The Harris Hawk, also known as the Harris’s Hawk or the Bay-winged Hawk, is a medium-sized bird of prey native to the Americas. Its scientific name is Parabuteo unicinctus, and it is a member of the Buteoninae subfamily of hawks. Harris Hawks are highly social birds and are known for their unique hunting strategies, making them a popular species among birdwatchers and falconers alike.
The Harris Hawk is a relatively large bird, with a wingspan of up to 1.2 meters (4 feet) and a body length of up to 56 cm (22 inches). They have a distinctive black cap and a reddish-brown body with white on their legs, chest, and shoulders. Their wings are broad and rounded, and they have a long tail that is barred with white and black.
How to Identify:
Harris Hawks are easily identified by their unique coloration and social behavior. Their reddish-brown bodies with white on their legs, chest, and shoulders, along with their black cap and barred tail, make them stand out in the sky. They are also highly social birds, often seen in groups of 2-6 birds hunting together.
Harris Hawks prefer arid and semi-arid habitats, such as deserts, grasslands, and savannas. They are often found in open areas with scattered trees or shrubs, which provide perches for hunting and nesting.
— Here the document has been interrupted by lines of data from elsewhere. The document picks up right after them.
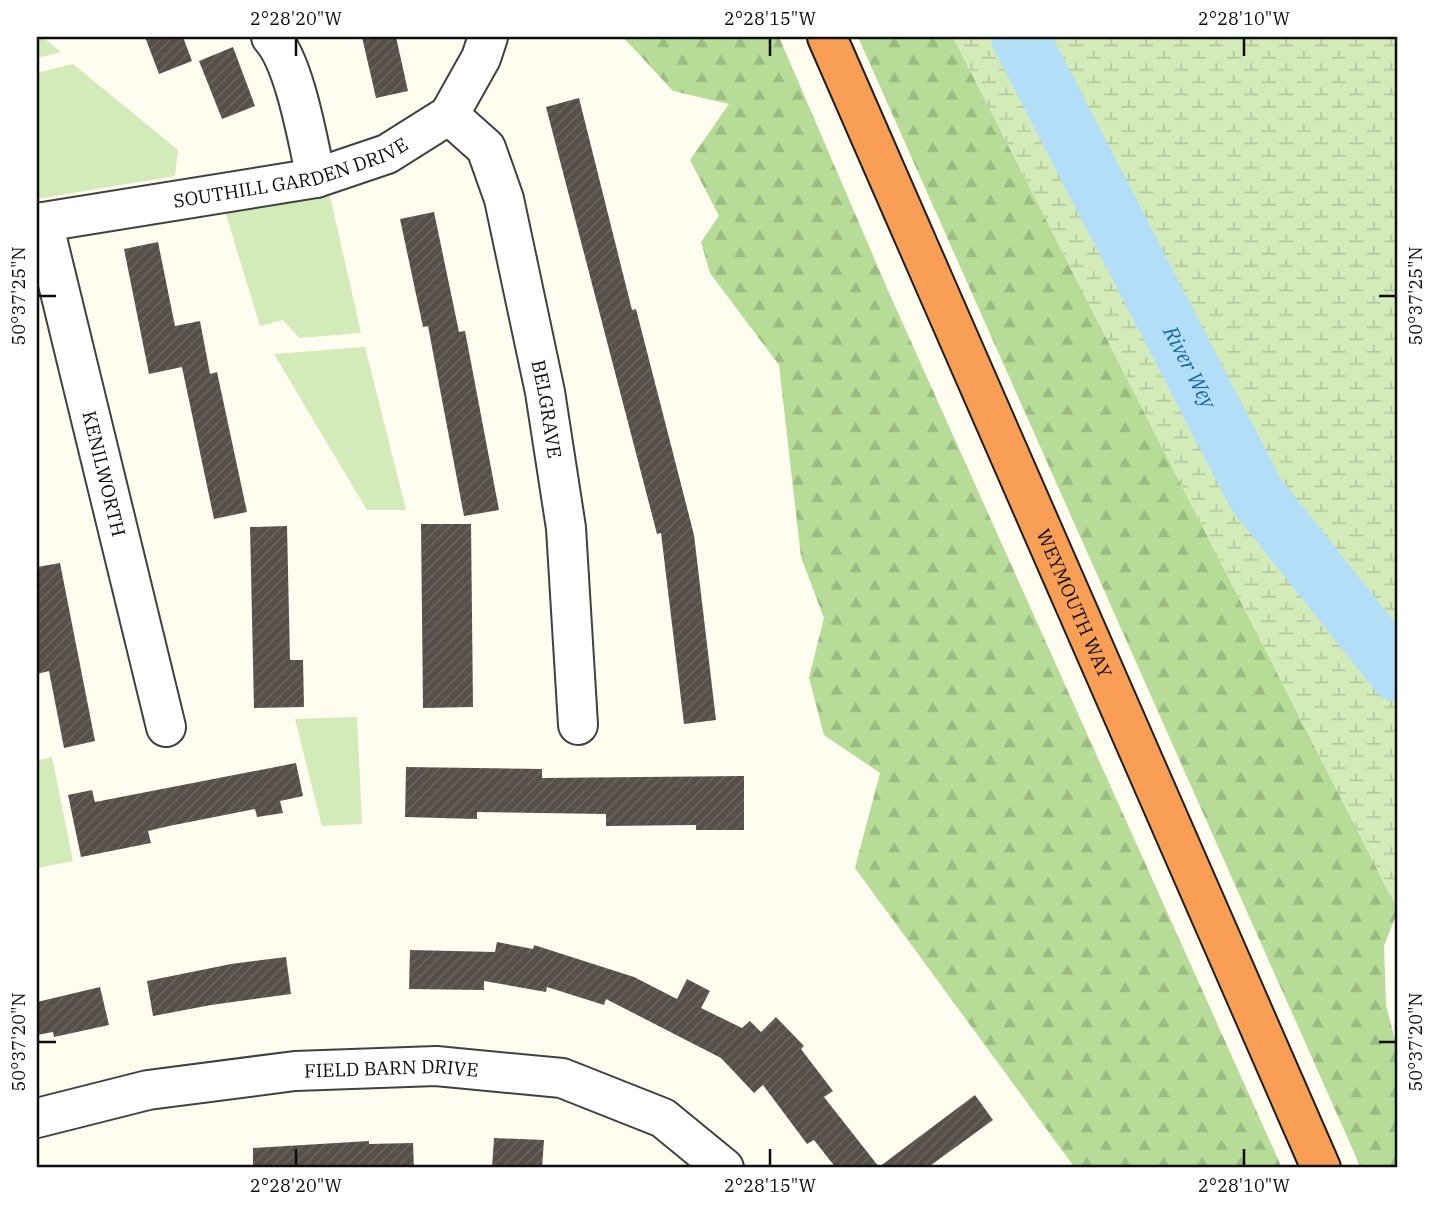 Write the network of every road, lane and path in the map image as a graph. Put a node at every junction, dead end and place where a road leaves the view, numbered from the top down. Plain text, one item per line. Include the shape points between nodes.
1 (271, 37) edge
2 (488, 37) edge
3 (827, 37) edge
4 (449, 115) junction
5 (316, 178) junction
6 (40, 223) edge
7 (578, 725) dead end
8 (166, 727) dead end
9 (37, 1118) edge
10 (720, 1167) edge
11 (1321, 1168) edge

1 - 5 street via 278,44 299,100
2 - 4 street, SOUTHILL GARDEN DRIVE
3 - 11 highway, WEYMOUTH WAY
4 - 5 street, SOUTHILL GARDEN DRIVE via 387,154
4 - 7 street, BELGRAVE via 485,148 504,199 545,392 566,528
5 - 6 street, SOUTHILL GARDEN DRIVE
6 - 8 street, KENILWORTH
9 - 10 street, FIELD BARN DRIVE via 148,1090 295,1071 436,1066 562,1078 663,1118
Harris Hawks are native to the Americas, ranging from the southwestern United States to South America. They are found in countries such as Mexico, Argentina, and Chile, and are the most common hawk in Central America.
Harris Hawks are not migratory birds, and they are considered year-round residents in their preferred habitats.
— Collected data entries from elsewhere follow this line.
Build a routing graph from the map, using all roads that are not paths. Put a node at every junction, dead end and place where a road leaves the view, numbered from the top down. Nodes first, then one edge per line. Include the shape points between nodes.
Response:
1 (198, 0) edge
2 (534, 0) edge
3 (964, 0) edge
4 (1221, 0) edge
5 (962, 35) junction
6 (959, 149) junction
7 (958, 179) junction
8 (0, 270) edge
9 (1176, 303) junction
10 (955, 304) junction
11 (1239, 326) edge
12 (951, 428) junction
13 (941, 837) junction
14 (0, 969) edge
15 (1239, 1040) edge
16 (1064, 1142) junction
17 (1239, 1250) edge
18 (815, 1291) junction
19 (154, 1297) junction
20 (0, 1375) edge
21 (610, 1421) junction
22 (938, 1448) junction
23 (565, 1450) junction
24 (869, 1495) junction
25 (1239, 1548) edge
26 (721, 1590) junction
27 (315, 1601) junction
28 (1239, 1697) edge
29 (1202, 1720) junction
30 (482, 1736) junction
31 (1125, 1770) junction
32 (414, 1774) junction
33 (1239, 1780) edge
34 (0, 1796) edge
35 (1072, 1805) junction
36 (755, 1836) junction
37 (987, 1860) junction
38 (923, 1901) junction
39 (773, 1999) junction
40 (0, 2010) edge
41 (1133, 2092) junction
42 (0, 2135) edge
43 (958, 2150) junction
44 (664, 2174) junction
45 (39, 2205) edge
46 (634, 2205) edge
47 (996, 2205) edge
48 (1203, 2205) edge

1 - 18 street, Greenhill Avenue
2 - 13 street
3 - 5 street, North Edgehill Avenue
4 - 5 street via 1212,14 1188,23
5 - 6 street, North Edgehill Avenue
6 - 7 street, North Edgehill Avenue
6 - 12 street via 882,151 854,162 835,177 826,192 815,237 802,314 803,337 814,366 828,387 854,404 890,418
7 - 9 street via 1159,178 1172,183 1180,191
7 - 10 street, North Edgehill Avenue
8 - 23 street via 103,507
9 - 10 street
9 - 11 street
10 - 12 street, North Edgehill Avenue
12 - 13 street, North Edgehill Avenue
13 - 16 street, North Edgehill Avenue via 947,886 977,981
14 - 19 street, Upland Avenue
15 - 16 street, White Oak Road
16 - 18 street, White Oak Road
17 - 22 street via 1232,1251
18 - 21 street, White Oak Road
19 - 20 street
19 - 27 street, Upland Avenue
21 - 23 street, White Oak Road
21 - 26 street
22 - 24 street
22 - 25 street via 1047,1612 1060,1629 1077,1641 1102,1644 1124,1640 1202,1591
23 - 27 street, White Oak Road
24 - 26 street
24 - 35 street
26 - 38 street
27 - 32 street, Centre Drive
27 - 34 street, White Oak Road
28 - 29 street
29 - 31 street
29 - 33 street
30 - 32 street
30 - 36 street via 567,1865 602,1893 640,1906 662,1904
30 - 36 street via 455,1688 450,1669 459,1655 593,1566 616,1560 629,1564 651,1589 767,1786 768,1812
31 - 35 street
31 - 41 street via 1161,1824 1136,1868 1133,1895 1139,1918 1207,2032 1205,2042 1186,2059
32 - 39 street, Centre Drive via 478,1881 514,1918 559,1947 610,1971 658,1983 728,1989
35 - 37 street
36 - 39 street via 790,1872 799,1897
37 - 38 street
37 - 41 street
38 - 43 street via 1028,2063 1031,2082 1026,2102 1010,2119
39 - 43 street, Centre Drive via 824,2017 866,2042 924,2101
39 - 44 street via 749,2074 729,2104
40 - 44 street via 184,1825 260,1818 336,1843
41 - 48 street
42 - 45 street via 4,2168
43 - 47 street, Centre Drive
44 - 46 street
Harris Hawks are opportunistic predators and will hunt a wide range of prey, including birds, mammals, reptiles, and insects. They are often seen hunting in groups, with one bird flushing prey while the others wait to strike. They are also known to hunt cooperatively with other birds, such as the Crested Caracara, to take down larger prey.
Harris Hawks are monogamous and typically mate for life. During courtship, the male performs aerial displays, including high circling flights and steep dives, to impress the female.
Harris Hawks typically build their nests in the forks of trees, shrubs, or cacti. They are also known to use artificial structures, such as power poles or buildings. The female lays 2-4 eggs, which both parents will incubate for about a month.
Harris Hawk eggs are white and oval-shaped, measuring about 50 mm (2 inches) in length and 40 mm (1.5 inches) in width.
Both parents will care for the young, bringing them food and defending the nest from predators. The young fledge after about 6-7 weeks and will continue to be cared for by the parents for several more weeks. Harris Hawks are known to be cooperative breeders, with other members of the family group helping to care for the young.
In conclusion, the Harris Hawk is a fascinating bird of prey with unique social behaviors and hunting strategies. Their preference for arid habitats and cooperation with other birds make them a truly remarkable species to observe in the wild.